━━━ RECORDS SUPPLIED ━━━

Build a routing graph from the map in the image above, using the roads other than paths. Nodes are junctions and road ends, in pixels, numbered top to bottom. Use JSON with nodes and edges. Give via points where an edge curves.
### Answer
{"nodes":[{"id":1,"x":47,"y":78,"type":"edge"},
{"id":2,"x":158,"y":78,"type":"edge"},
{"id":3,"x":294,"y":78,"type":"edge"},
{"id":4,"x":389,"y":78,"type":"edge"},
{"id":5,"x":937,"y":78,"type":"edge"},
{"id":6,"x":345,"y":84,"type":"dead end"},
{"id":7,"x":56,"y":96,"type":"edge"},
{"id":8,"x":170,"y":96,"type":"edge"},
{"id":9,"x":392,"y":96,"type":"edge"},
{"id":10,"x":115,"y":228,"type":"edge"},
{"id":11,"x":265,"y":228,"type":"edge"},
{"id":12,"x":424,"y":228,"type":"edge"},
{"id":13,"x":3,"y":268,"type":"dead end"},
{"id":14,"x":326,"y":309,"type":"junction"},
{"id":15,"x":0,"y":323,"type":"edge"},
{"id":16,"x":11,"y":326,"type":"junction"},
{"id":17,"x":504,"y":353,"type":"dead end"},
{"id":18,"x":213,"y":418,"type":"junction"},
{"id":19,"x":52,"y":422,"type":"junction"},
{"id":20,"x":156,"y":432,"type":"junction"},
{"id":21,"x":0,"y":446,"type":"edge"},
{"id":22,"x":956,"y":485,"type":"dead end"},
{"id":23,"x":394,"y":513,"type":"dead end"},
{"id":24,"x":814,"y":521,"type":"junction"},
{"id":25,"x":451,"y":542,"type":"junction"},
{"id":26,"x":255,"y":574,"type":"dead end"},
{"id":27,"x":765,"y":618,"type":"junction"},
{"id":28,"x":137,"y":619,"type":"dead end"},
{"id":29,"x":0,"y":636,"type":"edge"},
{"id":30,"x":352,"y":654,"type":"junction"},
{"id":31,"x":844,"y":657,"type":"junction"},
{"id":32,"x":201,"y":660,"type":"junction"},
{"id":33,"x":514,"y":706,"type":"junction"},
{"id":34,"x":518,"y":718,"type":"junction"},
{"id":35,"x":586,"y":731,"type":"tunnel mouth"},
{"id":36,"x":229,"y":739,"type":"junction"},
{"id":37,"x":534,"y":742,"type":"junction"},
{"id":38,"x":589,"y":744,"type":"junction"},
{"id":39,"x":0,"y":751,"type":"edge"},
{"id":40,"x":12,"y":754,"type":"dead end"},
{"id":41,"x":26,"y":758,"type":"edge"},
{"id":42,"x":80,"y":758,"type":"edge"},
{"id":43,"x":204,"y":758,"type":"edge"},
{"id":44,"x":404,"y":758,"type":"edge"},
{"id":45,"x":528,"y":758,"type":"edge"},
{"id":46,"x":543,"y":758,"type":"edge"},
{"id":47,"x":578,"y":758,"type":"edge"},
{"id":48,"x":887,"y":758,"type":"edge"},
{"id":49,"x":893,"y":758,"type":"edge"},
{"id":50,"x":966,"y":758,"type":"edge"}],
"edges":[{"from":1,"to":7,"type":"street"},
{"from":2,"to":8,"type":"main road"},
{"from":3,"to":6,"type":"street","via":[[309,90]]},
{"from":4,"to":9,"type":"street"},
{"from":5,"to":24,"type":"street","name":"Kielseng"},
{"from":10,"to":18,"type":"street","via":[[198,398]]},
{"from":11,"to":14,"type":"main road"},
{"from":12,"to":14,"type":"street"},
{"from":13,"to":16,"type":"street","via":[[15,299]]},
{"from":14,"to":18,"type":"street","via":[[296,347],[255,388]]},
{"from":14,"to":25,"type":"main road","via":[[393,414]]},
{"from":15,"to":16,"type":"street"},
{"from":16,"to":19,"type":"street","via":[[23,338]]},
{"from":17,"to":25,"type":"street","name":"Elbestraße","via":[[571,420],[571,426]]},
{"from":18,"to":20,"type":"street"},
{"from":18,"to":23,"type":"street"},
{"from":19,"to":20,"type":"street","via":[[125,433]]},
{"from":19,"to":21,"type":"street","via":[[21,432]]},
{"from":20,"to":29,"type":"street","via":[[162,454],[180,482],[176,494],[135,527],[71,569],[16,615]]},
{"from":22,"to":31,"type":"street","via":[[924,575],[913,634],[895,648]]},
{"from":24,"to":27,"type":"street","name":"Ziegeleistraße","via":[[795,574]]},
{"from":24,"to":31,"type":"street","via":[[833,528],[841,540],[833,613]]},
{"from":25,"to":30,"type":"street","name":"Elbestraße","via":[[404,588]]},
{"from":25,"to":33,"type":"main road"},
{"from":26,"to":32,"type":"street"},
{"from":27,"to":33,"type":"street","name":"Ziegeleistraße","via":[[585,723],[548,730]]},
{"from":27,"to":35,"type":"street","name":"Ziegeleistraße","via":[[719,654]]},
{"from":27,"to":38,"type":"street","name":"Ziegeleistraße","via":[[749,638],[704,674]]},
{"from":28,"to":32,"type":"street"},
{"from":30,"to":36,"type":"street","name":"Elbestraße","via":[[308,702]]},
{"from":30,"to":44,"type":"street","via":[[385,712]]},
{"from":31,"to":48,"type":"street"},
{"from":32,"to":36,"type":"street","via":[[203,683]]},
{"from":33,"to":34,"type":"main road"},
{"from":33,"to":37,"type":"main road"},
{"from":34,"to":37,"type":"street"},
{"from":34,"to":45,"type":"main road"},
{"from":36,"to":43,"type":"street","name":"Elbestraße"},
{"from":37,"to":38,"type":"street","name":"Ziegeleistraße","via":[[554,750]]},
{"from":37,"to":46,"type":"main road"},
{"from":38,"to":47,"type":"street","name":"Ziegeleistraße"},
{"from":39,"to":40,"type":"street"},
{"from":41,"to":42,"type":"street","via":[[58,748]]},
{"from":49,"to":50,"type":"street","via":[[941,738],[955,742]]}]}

━━━

### THE TASK
Look through the entries above; copy each line where the string "dead" appears.

### YOUR SOLUTION
{"id":6,"x":345,"y":84,"type":"dead end"},
{"id":13,"x":3,"y":268,"type":"dead end"},
{"id":17,"x":504,"y":353,"type":"dead end"},
{"id":22,"x":956,"y":485,"type":"dead end"},
{"id":23,"x":394,"y":513,"type":"dead end"},
{"id":26,"x":255,"y":574,"type":"dead end"},
{"id":28,"x":137,"y":619,"type":"dead end"},
{"id":40,"x":12,"y":754,"type":"dead end"},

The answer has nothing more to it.